- [Work required]: Every line of the data below should be retyped exactly, with no images carried over.
--- Dataset content ---
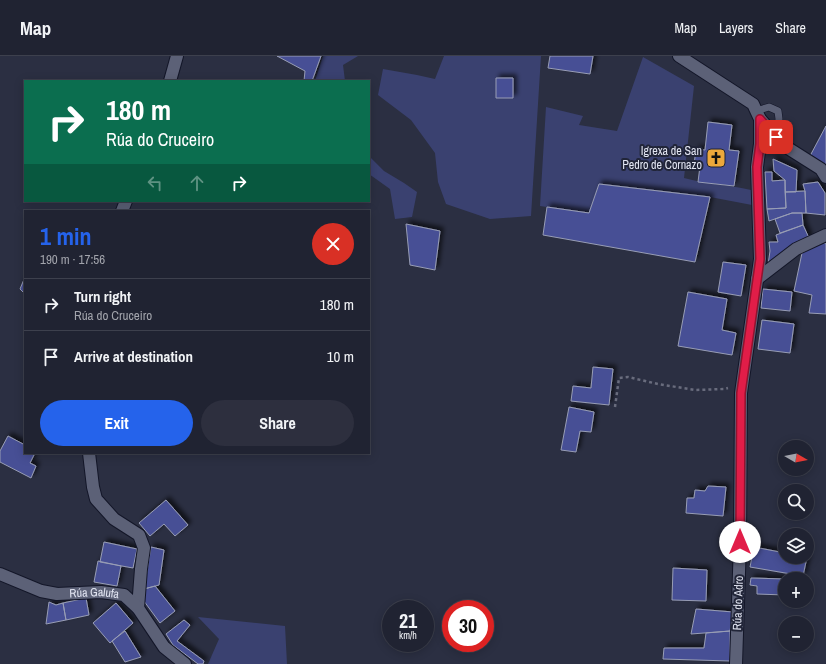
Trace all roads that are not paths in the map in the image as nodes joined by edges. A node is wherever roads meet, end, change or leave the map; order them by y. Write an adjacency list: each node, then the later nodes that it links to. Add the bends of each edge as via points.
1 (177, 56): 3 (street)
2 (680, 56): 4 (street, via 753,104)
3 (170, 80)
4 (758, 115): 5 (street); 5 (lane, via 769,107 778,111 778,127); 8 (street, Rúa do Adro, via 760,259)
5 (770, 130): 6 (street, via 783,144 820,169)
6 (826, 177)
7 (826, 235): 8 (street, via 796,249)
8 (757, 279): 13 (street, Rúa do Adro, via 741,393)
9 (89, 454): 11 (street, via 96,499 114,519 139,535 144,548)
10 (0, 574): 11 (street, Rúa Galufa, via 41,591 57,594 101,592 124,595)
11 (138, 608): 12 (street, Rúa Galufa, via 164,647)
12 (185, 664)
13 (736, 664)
---
- [Your solution]:
Trace all roads that are not paths in the map in the image as nodes joined by edges. A node is wherever roads meet, end, change or leave the map; order them by y. Write an adjacency list: each node, then the later nodes that it links to. Add the bends of each edge as via points.
1 (177, 56): 3 (street)
2 (680, 56): 4 (street, via 753,104)
3 (170, 80)
4 (758, 115): 5 (street); 5 (lane, via 769,107 778,111 778,127); 8 (street, Rúa do Adro, via 760,259)
5 (770, 130): 6 (street, via 783,144 820,169)
6 (826, 177)
7 (826, 235): 8 (street, via 796,249)
8 (757, 279): 13 (street, Rúa do Adro, via 741,393)
9 (89, 454): 11 (street, via 96,499 114,519 139,535 144,548)
10 (0, 574): 11 (street, Rúa Galufa, via 41,591 57,594 101,592 124,595)
11 (138, 608): 12 (street, Rúa Galufa, via 164,647)
12 (185, 664)
13 (736, 664)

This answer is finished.